Tate Liverpool celebrates the work of John Piper
You may not immediately recognise the name – but as a Liverpudlian you pass one of his greatest, and certainly largest, artworks on a regular basis.
John Piper, who died 25 years ago in 1992, was one of the most important and influential artists of the 20th century. And the man behind the stunning jewel-coloured stained glass that graces the Metropolitan Cathedral.
But Piper was also what you could call an artistic polyglot, working in many different ‘languages’ including paint, printmaking, collage, opera and theatre sets, film posters, guide books, tapestries, carvings and even fireworks (he designed the display for the Queen's Silver Jubilee) in a career that spanned 50 years.
Now Piper is the subject of a new autumn exhibition at Tate Liverpool, which runs in parallel with a show entitled Surrealism in Egypt: Art et Liberté.
There was a major retrospective of Piper’s work at Tate Britain in the 1980s, but here curators Darren Pih and Tamar Hemmes have concentrated on the artist’s output from the 1930s to the 1950s.

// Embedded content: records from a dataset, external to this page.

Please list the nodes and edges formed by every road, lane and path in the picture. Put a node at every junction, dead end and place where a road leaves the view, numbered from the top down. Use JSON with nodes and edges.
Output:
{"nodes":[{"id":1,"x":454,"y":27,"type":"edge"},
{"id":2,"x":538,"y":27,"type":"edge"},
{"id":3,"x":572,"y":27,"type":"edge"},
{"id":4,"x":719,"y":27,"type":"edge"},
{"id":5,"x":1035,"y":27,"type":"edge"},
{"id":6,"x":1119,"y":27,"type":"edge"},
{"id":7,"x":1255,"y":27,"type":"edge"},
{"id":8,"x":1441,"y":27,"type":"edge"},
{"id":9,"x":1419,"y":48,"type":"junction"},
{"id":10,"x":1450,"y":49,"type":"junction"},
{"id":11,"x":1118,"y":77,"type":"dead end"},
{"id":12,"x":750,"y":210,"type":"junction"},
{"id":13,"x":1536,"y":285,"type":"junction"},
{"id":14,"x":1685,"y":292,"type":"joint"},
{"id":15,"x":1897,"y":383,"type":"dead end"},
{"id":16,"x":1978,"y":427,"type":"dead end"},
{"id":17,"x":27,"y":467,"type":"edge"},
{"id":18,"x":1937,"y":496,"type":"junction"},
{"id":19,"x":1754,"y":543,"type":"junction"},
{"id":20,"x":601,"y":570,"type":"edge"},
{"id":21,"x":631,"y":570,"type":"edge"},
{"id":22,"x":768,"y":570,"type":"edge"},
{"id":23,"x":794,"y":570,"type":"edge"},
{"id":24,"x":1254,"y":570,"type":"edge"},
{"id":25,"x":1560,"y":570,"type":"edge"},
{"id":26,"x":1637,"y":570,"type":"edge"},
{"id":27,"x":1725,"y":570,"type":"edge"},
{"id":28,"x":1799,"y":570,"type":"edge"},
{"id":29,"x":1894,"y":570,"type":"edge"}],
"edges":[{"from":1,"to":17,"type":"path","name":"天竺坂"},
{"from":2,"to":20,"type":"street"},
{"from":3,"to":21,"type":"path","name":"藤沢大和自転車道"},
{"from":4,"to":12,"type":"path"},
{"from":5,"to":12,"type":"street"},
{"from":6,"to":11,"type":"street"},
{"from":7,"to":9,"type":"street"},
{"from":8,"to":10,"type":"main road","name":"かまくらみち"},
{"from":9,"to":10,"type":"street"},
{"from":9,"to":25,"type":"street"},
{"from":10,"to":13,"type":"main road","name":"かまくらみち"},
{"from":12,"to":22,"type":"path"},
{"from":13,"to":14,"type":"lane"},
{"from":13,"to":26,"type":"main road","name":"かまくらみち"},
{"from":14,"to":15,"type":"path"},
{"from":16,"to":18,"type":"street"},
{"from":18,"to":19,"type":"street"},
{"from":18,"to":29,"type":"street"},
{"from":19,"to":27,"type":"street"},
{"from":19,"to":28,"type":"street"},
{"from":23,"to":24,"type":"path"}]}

Above: St Mary's le Port, Bristol 1940
Top: Harbour Scene, Newhaven 1936-37. The Piper Estate/DACS 2017. Courtesy private collection.
Darren says: “Piper is remembered as a landscape artist and painter, but his practise was very broad. The extraordinary diversity of it can’t be encompassed in a single show.”
The two decades that encompassed pre-war, war years and post-war Britain saw Piper inspired to document the British landscape and its architectural heritage, but look to the Avant Garde movement over the Channel in Europe as a way to do it.
“He wanted to understand British identity as expressed through architecture and landscape,” Darren explains, describing Piper as a ‘paradox’ who was an antiquarian working in the modern world.
The exhibition takes a chronological look at his work, charting the progression of his distinctive style through paintings, collages and reliefs, and reflecting his role, along with that of his second wife Myfanwy Evans, as the foremost champion of international abstract art in Britain.
At the outbreak of the Second World War he was signed up by Sir Kenneth Clark as part of his Recording Britain project to document the nation’s historic buildings and landscape at risk from destruction. Piper later became a war artist, visiting Coventry Cathedral the day after it was destroyed by the Luftwaffe in 1940.
Coming full circle, 20 years later Piper was asked to design a stained glass window for the new cathedral.
John Piper runs at Tate Liverpool until March 18 and the £10/£8 ticket price also covers entry to the Egyptian Surrealism exhibition.